Work to be completed: The records below are to be transcribed word for word.
══ Data in this exercise ══
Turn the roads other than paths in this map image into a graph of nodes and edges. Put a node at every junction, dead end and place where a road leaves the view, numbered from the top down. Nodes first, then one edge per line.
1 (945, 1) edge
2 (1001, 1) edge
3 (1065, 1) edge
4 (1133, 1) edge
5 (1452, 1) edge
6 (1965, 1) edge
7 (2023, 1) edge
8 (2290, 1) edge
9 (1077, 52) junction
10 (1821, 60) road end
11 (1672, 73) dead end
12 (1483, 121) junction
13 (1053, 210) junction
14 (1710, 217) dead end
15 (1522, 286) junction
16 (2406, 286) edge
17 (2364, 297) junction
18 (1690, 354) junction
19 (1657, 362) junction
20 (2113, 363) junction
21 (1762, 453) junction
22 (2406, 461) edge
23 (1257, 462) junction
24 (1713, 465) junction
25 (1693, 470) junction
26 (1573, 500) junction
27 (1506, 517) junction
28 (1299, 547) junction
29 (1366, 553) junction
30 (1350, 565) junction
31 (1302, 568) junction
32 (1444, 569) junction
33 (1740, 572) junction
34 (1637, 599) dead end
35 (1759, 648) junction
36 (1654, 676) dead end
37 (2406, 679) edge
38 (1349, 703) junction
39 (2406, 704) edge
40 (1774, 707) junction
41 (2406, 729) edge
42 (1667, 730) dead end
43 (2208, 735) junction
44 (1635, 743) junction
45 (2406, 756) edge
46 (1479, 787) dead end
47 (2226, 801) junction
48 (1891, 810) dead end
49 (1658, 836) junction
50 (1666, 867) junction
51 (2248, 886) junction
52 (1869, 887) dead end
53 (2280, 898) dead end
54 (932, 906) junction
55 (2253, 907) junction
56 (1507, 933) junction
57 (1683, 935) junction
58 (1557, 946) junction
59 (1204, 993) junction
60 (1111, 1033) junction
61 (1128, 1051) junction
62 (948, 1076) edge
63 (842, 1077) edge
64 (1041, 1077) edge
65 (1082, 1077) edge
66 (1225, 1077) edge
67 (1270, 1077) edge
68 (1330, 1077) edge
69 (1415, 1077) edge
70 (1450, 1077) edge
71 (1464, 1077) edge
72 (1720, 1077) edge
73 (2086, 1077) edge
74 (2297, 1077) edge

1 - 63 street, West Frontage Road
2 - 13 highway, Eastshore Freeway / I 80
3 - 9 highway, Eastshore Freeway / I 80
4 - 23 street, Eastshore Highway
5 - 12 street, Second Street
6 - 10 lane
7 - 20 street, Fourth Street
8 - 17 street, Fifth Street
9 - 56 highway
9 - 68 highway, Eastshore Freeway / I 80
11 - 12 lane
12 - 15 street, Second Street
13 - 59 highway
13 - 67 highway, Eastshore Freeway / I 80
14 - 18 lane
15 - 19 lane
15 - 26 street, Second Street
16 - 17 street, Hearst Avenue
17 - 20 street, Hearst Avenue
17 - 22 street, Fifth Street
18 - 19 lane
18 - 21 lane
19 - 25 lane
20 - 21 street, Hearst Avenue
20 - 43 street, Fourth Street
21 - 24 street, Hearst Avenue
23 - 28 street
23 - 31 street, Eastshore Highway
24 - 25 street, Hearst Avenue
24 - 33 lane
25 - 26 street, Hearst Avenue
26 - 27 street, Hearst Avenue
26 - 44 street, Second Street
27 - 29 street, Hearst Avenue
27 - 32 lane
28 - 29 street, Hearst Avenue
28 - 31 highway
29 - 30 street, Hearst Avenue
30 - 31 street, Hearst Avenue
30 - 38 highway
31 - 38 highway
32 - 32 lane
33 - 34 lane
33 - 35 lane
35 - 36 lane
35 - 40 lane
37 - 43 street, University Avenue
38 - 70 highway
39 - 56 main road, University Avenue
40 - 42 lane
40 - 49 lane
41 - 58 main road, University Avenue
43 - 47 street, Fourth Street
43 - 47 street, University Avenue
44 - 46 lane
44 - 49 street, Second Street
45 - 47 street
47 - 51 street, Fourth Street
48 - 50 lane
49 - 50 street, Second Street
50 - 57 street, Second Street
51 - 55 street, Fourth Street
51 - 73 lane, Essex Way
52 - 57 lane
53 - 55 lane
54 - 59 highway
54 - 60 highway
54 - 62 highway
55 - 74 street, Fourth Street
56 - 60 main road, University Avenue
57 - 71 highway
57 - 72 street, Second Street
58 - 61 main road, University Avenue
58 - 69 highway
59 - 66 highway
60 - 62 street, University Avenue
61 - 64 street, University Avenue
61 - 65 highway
═══
Reply to the task:
Turn the roads other than paths in this map image into a graph of nodes and edges. Put a node at every junction, dead end and place where a road leaves the view, numbered from the top down. Nodes first, then one edge per line.
1 (945, 1) edge
2 (1001, 1) edge
3 (1065, 1) edge
4 (1133, 1) edge
5 (1452, 1) edge
6 (1965, 1) edge
7 (2023, 1) edge
8 (2290, 1) edge
9 (1077, 52) junction
10 (1821, 60) road end
11 (1672, 73) dead end
12 (1483, 121) junction
13 (1053, 210) junction
14 (1710, 217) dead end
15 (1522, 286) junction
16 (2406, 286) edge
17 (2364, 297) junction
18 (1690, 354) junction
19 (1657, 362) junction
20 (2113, 363) junction
21 (1762, 453) junction
22 (2406, 461) edge
23 (1257, 462) junction
24 (1713, 465) junction
25 (1693, 470) junction
26 (1573, 500) junction
27 (1506, 517) junction
28 (1299, 547) junction
29 (1366, 553) junction
30 (1350, 565) junction
31 (1302, 568) junction
32 (1444, 569) junction
33 (1740, 572) junction
34 (1637, 599) dead end
35 (1759, 648) junction
36 (1654, 676) dead end
37 (2406, 679) edge
38 (1349, 703) junction
39 (2406, 704) edge
40 (1774, 707) junction
41 (2406, 729) edge
42 (1667, 730) dead end
43 (2208, 735) junction
44 (1635, 743) junction
45 (2406, 756) edge
46 (1479, 787) dead end
47 (2226, 801) junction
48 (1891, 810) dead end
49 (1658, 836) junction
50 (1666, 867) junction
51 (2248, 886) junction
52 (1869, 887) dead end
53 (2280, 898) dead end
54 (932, 906) junction
55 (2253, 907) junction
56 (1507, 933) junction
57 (1683, 935) junction
58 (1557, 946) junction
59 (1204, 993) junction
60 (1111, 1033) junction
61 (1128, 1051) junction
62 (948, 1076) edge
63 (842, 1077) edge
64 (1041, 1077) edge
65 (1082, 1077) edge
66 (1225, 1077) edge
67 (1270, 1077) edge
68 (1330, 1077) edge
69 (1415, 1077) edge
70 (1450, 1077) edge
71 (1464, 1077) edge
72 (1720, 1077) edge
73 (2086, 1077) edge
74 (2297, 1077) edge

1 - 63 street, West Frontage Road
2 - 13 highway, Eastshore Freeway / I 80
3 - 9 highway, Eastshore Freeway / I 80
4 - 23 street, Eastshore Highway
5 - 12 street, Second Street
6 - 10 lane
7 - 20 street, Fourth Street
8 - 17 street, Fifth Street
9 - 56 highway
9 - 68 highway, Eastshore Freeway / I 80
11 - 12 lane
12 - 15 street, Second Street
13 - 59 highway
13 - 67 highway, Eastshore Freeway / I 80
14 - 18 lane
15 - 19 lane
15 - 26 street, Second Street
16 - 17 street, Hearst Avenue
17 - 20 street, Hearst Avenue
17 - 22 street, Fifth Street
18 - 19 lane
18 - 21 lane
19 - 25 lane
20 - 21 street, Hearst Avenue
20 - 43 street, Fourth Street
21 - 24 street, Hearst Avenue
23 - 28 street
23 - 31 street, Eastshore Highway
24 - 25 street, Hearst Avenue
24 - 33 lane
25 - 26 street, Hearst Avenue
26 - 27 street, Hearst Avenue
26 - 44 street, Second Street
27 - 29 street, Hearst Avenue
27 - 32 lane
28 - 29 street, Hearst Avenue
28 - 31 highway
29 - 30 street, Hearst Avenue
30 - 31 street, Hearst Avenue
30 - 38 highway
31 - 38 highway
32 - 32 lane
33 - 34 lane
33 - 35 lane
35 - 36 lane
35 - 40 lane
37 - 43 street, University Avenue
38 - 70 highway
39 - 56 main road, University Avenue
40 - 42 lane
40 - 49 lane
41 - 58 main road, University Avenue
43 - 47 street, Fourth Street
43 - 47 street, University Avenue
44 - 46 lane
44 - 49 street, Second Street
45 - 47 street
47 - 51 street, Fourth Street
48 - 50 lane
49 - 50 street, Second Street
50 - 57 street, Second Street
51 - 55 street, Fourth Street
51 - 73 lane, Essex Way
52 - 57 lane
53 - 55 lane
54 - 59 highway
54 - 60 highway
54 - 62 highway
55 - 74 street, Fourth Street
56 - 60 main road, University Avenue
57 - 71 highway
57 - 72 street, Second Street
58 - 61 main road, University Avenue
58 - 69 highway
59 - 66 highway
60 - 62 street, University Avenue
61 - 64 street, University Avenue
61 - 65 highway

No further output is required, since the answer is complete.